Wendy took the ten steps up from the sidewalk to the front door and knocked. A curtain in the bay window moved. A moment later the door opened. Though the funeral had ended hours ago, Frank Tremont still wore the black suit. The tie was loosened, the top two buttons of his dress shirt undone. He had missed spots shaving. His eyes were rummy, and Wendy got a whiff of drink coming off him.

Without a word of greeting, he stepped to the side with a heavy sigh and nodded for her to come inside. She ducked into the house. Only one lamp illuminated the dark room. She spotted a half-empty bottle of Captain Morgan on the worn coffee table. Rum. Yuck. Several open newspapers lay strewn across the couch. There was a cardboard box on the floor, loaded with what she figured were the contents of his work desk.
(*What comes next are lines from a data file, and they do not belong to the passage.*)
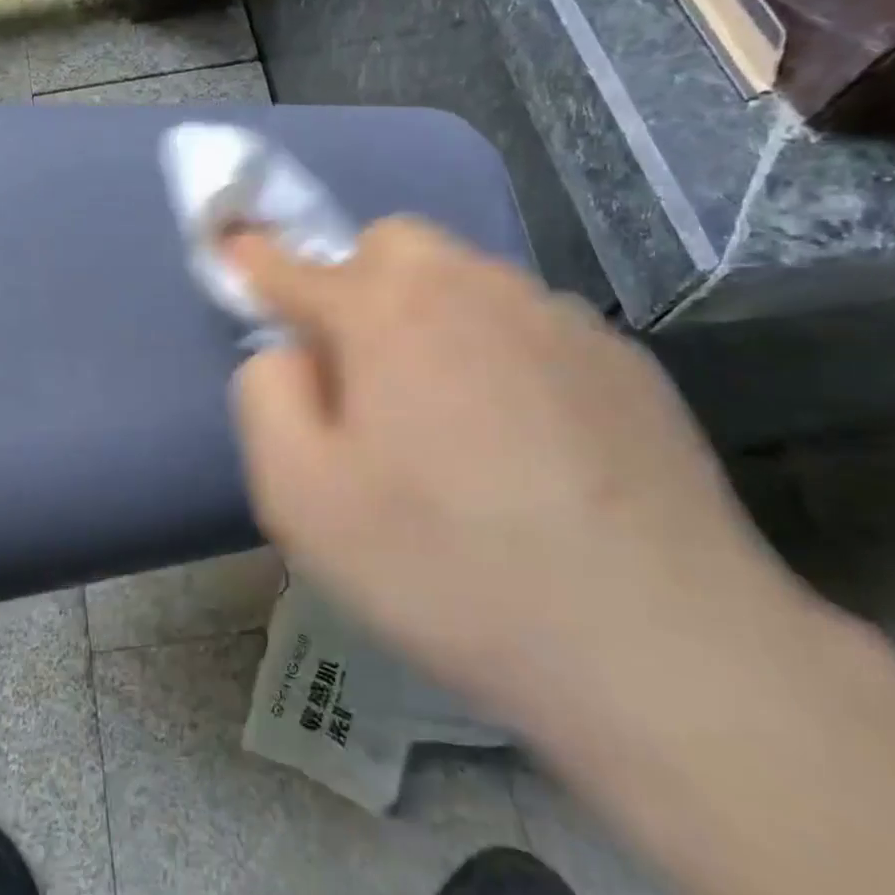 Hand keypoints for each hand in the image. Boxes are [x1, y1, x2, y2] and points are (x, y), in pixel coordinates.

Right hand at [225, 218, 806, 733]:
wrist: (659, 649)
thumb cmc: (444, 567)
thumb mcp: (300, 496)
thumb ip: (265, 396)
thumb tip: (285, 350)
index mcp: (387, 313)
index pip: (295, 265)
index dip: (256, 260)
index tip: (235, 254)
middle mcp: (473, 289)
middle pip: (393, 246)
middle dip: (356, 285)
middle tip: (362, 372)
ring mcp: (557, 317)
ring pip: (465, 281)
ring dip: (431, 319)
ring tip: (449, 421)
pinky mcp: (621, 359)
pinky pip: (529, 326)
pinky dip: (500, 354)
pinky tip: (526, 445)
The television played some exercise-equipment infomercial, featuring a too-enthusiastic trainer and many young, beautiful, waxed six-pack stomachs. Wendy looked back at Tremont. He shrugged.
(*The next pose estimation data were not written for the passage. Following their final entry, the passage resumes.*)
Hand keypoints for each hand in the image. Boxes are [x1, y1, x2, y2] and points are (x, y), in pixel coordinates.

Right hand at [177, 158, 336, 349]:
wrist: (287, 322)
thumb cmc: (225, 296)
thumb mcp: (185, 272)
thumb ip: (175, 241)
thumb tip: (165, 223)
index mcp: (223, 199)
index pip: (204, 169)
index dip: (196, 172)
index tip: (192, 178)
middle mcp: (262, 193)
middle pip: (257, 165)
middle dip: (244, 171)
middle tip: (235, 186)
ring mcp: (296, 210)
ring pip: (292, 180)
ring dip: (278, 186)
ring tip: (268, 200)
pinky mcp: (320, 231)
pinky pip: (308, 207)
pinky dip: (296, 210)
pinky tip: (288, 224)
"Now that I'm retired I figured I should get some washboard abs."

She tried to smile. There were photographs of a teenage girl on a side table. The girl's hairstyle had been in vogue maybe fifteen, twenty years ago, but the first thing you noticed was her smile-big and wide, pure dynamite, the kind of smile that rips into a parent's heart. Wendy knew the story. The girl was undoubtedly Frank's daughter who died of cancer. Wendy looked back at the bottle of Captain Morgan and wondered how he'd ever crawled out of it.

"What's up, Wendy?"

"So," she began, trying to buy a moment, "you're officially retired?"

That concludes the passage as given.